Unter großem Beifall wurden am 10. und 11. September 2004 im Kino »Riga« 13 Studentenfilme vorgeführt, die im Rahmen eines dreieinhalb Monate dauernden Workshops unter Leitung des in Berlin lebenden Regisseurs, Kameramanns und Autors Fred Kelemen entstanden. Bei diesen Arbeiten handelt es sich um die Diplomfilme der Kameraabsolventen der Lettischen Kulturakademie (LKA). Vier Filme erhielten die Note Zehn (»mit Auszeichnung«). Es war das beste Ergebnis, das je an der LKA erreicht wurde, zumal in der Geschichte der Akademie noch nie als Diplomnote die Zehn vergeben wurde.

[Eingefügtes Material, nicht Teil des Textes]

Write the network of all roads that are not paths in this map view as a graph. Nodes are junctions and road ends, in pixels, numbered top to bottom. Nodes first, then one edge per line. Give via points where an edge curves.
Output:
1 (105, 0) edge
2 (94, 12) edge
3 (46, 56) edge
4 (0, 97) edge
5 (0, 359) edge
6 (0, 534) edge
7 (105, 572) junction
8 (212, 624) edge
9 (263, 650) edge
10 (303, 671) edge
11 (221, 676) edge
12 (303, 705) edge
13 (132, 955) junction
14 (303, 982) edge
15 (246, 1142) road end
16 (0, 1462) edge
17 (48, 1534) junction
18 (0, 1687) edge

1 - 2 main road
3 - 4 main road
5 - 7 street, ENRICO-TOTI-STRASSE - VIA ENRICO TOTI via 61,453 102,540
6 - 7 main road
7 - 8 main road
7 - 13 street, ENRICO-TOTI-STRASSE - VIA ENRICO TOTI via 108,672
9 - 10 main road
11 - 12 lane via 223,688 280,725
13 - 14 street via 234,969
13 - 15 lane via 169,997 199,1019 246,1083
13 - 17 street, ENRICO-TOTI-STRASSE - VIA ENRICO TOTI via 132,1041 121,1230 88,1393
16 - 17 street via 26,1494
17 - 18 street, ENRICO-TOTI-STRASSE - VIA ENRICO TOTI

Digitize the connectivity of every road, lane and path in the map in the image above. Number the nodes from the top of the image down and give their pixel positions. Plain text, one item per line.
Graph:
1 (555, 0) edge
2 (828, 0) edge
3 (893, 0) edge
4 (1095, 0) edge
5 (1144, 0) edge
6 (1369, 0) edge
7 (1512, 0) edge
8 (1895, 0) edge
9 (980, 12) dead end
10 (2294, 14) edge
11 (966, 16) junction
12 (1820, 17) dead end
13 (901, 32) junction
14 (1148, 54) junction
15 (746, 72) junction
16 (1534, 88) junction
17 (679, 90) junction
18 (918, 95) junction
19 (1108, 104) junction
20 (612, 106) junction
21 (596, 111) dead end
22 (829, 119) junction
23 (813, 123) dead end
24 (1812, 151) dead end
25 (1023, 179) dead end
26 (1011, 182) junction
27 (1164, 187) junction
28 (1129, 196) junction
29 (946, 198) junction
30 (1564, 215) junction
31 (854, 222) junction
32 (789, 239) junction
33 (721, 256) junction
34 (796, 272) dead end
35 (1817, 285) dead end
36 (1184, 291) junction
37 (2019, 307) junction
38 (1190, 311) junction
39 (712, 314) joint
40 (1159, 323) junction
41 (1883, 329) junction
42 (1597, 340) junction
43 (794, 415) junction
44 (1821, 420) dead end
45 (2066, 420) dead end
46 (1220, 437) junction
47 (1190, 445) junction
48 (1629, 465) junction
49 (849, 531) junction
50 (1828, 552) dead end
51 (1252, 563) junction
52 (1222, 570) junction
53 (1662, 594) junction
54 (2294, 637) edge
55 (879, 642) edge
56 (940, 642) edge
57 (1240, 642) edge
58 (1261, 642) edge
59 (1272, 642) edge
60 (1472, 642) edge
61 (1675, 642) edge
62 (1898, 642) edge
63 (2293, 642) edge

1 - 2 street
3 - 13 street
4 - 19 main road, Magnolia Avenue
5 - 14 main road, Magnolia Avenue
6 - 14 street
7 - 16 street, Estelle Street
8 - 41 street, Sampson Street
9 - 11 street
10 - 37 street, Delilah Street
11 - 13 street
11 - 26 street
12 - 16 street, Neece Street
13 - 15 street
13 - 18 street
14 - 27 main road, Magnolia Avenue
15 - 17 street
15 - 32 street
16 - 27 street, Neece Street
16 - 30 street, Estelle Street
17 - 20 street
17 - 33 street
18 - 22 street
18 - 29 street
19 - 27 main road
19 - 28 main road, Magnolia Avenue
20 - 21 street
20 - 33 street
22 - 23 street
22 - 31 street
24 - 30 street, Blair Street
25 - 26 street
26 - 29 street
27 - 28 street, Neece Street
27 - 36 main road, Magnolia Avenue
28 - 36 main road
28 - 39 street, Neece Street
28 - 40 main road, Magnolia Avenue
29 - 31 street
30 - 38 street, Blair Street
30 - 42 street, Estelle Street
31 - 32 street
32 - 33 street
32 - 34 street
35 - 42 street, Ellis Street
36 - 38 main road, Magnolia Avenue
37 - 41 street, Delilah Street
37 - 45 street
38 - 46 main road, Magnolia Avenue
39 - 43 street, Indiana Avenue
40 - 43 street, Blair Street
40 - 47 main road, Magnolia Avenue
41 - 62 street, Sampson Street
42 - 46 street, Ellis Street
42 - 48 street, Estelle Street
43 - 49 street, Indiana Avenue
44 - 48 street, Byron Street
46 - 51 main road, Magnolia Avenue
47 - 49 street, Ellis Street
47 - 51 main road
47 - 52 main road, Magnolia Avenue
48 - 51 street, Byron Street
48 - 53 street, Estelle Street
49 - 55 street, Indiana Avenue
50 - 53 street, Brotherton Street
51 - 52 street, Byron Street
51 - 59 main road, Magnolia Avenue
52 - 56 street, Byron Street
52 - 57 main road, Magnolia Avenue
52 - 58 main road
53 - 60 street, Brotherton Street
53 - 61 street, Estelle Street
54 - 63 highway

Die Leiterin der Kameraabteilung, Inga Perkone, sprach bei ihrer Eröffnungsrede im Kino mit Recht davon, daß die Präsentation dieser Abschlussfilme ein bedeutendes Ereignis innerhalb der lettischen Filmkunst sei. Mit diesen Filmen junger Leute sei in dieser für das Land schwierigen neuen Zeit – geprägt vom Zusammenbruch der Sowjetunion und der kürzlichen EU-Mitgliedschaft – eine neue Epoche für das lettische Kino angebrochen. Etwas Neues sei entstanden. Sie sprach vom Neuen Lettischen Film. Es ist in erster Linie der Leidenschaft und dem Kampfgeist Fred Kelemens zu danken, dass dieser Workshop durchgeführt und mit diesem herausragenden Ergebnis abgeschlossen werden konnte. Als auf dem Rigaer Filmfestival »Arsenals« im Jahre 2000 sein Film »Abendland« (1999) präsentiert wurde, lud das dortige Goethe-Institut Studenten und Dozenten der LKA zu einer Sonderaufführung des Filmes ein. Im Gespräch mit dem Regisseur kam die prekäre Ausbildungssituation der Studenten zur Sprache. Fred Kelemen machte den Vorschlag, an der LKA einen Regie- und Kamera-Workshop durchzuführen. Er entwickelte dafür ein Konzept, das vom Goethe-Institut mitgetragen wurde. So kam im Herbst 2002 ein erstes praktisches Regie- und Kameraseminar zu Stande, für dessen Realisierung die damalige Leiterin des Rigaer Goethe-Institutes, Sabine Belz, von der Allianz-Kulturstiftung das Geld erhielt, mit dem sowohl zwölf Filme produziert, als auch eine professionelle DV-Cam und Tonausrüstung angeschafft werden konnten, die der Akademie anschließend überlassen wurden. Dieser erste Workshop verlief so gut, dass bei den Studierenden und insbesondere bei dem Leiter der Akademie, Peteris Lakis, der Wunsch nach einer Fortsetzung entstand. Kelemens Bemühungen und die Unterstützung durch das Berliner Goethe-Institut machten schließlich möglich, dass der Workshop, gefördert durch die Bundeskulturstiftung, die Allianz-Kulturstiftung, die Robert-Bosch-Stiftung, die Bundeszentrale für politische Bildung und das Goethe-Institut in München sowie durch Valsts Kulturkapitala fonds und Rigas Dome ab April 2004 durchgeführt werden konnte. Diesmal nahmen auch Studenten der Filmhochschule »Konrad Wolf« aus Potsdam-Babelsberg teil.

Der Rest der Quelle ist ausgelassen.